--- Directions for this task ---
In the data that follows, give the number of lines containing the word "West". Offer no additional comment.

Stored data:

○ ○ ○

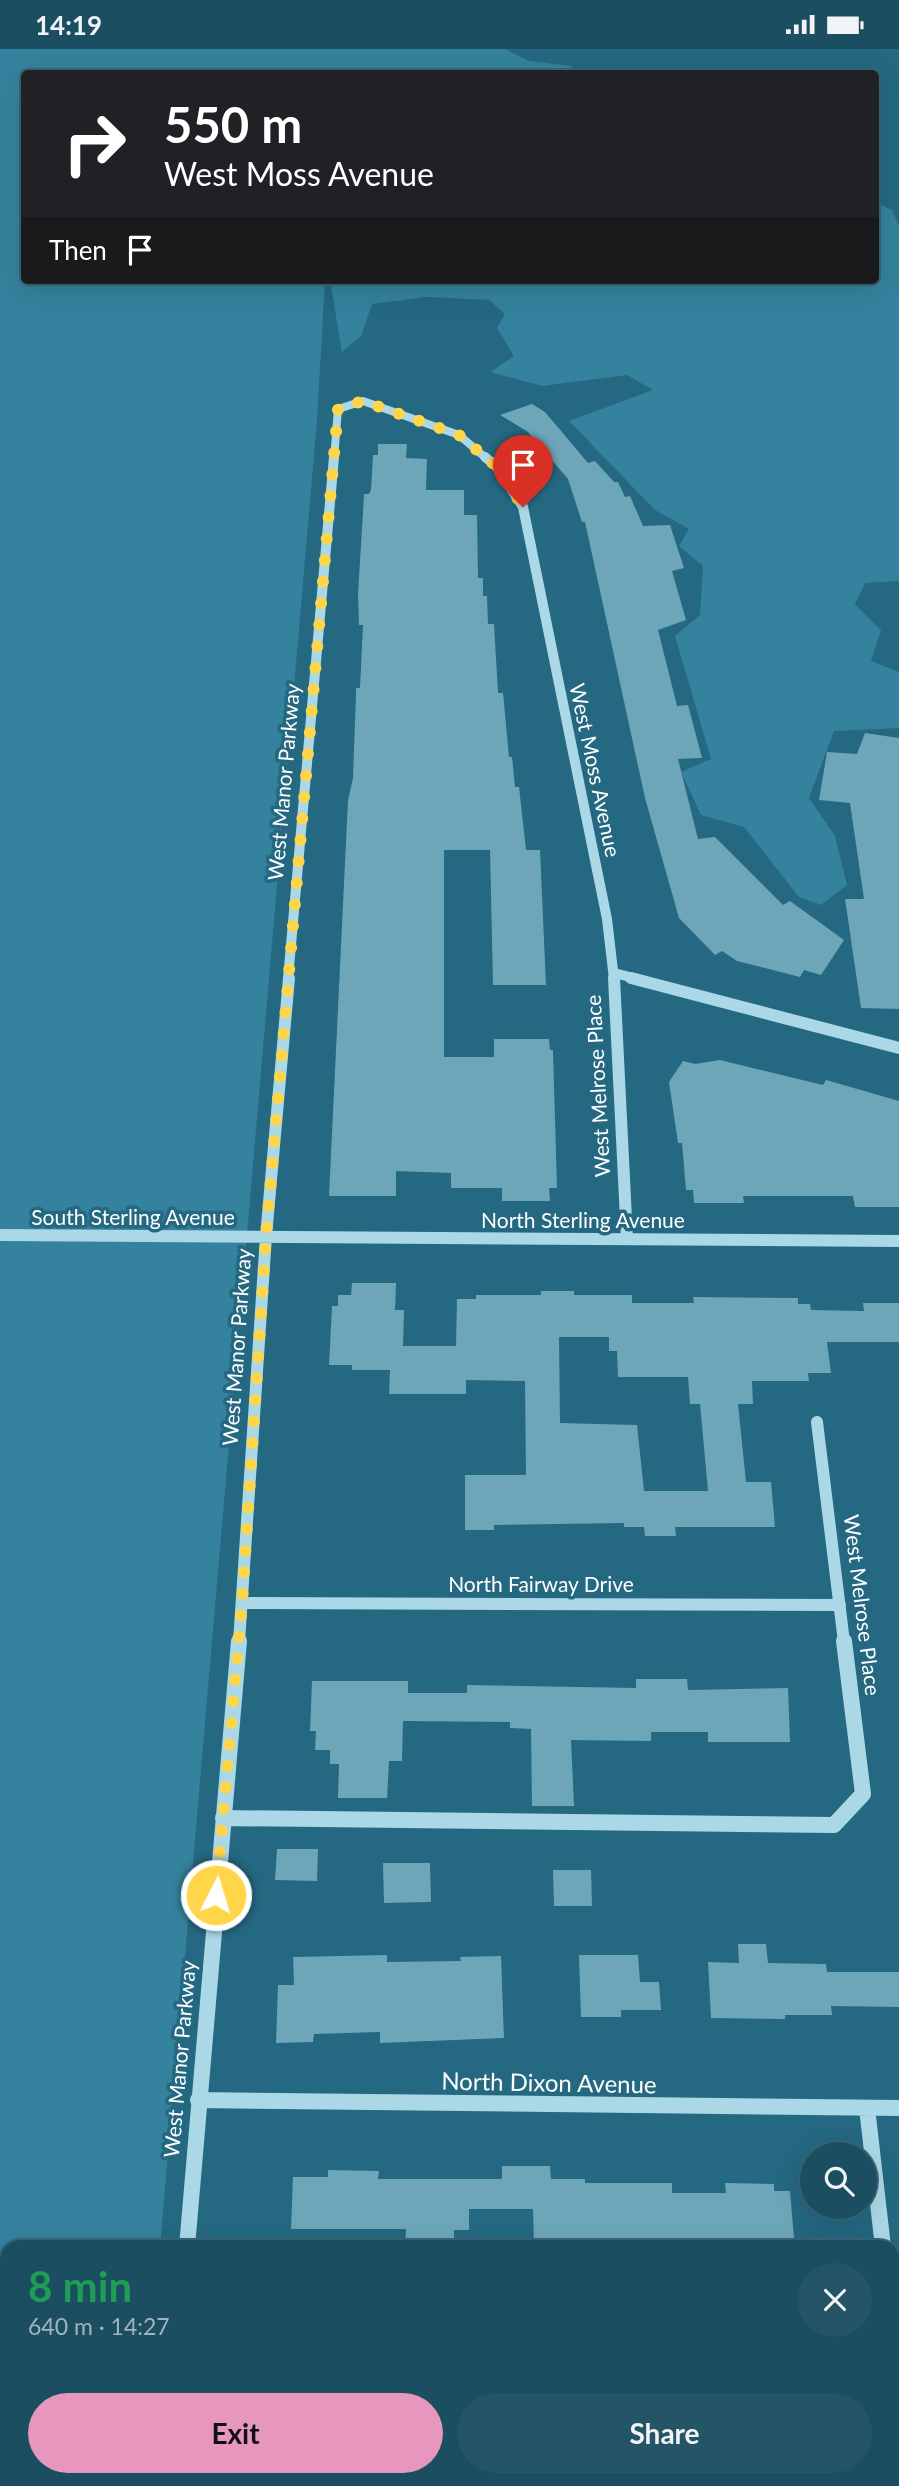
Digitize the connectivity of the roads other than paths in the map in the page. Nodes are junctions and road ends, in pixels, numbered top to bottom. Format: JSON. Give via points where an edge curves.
{"nodes":[{"id":1,"x":338,"y":409,"type":"joint"},
{"id":2,"x":614,"y":973,"type":"junction"},
{"id":3,"x":899,"y":1048,"type":"edge"},
{"id":4,"x":0,"y":1235,"type":"edge"},
{"id":5,"x":266,"y":1236,"type":"junction"},
{"id":6,"x":627,"y":1239,"type":"junction"},
{"id":7,"x":899,"y":1241,"type":"edge"},
{"id":8,"x":817,"y":1422,"type":"dead end"},
{"id":9,"x":242,"y":1603,"type":"junction"},
{"id":10,"x":840,"y":1605,"type":"junction"},
{"id":11,"x":863,"y":1794,"type":"joint"},
{"id":12,"x":223,"y":1818,"type":"junction"},
{"id":13,"x":198,"y":2100,"type":"junction"},
{"id":14,"x":867,"y":2108,"type":"junction"},
{"id":15,"x":899,"y":2108,"type":"edge"},
{"id":16,"x":188,"y":2240,"type":"edge"},
{"id":17,"x":882,"y":2240,"type":"edge"}],
"edges":[{"from":1,"to":2,"type":"street","name":"West Moss Avenue","via":[[363,401],[459,435],[496,466],[523,507]]},
{"from":1,"to":5,"type":"street","name":"West Manor Parkway"},
{"from":2,"to":3,"type":"street"},
{"from":2,"to":6,"type":"street","name":"West Melrose Place"},
{"from":4,"to":5,"type":"street","name":"South Sterling Avenue"},
{"from":5,"to":6,"type":"street","name":"North Sterling Avenue"},
{"from":5,"to":9,"type":"street","name":"West Manor Parkway"},
{"from":6,"to":7,"type":"street","name":"North Sterling Avenue"},
{"from":8,"to":10,"type":"street","name":"West Melrose Place"},
{"from":9,"to":10,"type":"street","name":"North Fairway Drive"},
{"from":9,"to":12,"type":"street","name":"West Manor Parkway"},
{"from":10,"to":11,"type":"street","name":"West Melrose Place"},
{"from":11,"to":12,"type":"street","via":[[834,1825]]},
{"from":12,"to":13,"type":"street","name":"West Manor Parkway"},
{"from":13,"to":14,"type":"street","name":"North Dixon Avenue"},
{"from":13,"to":16,"type":"street","name":"West Manor Parkway"},
{"from":14,"to":15,"type":"street","name":"North Dixon Avenue"},
{"from":14,"to":17,"type":"street"}]}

○ ○ ○

--- Result below ---
9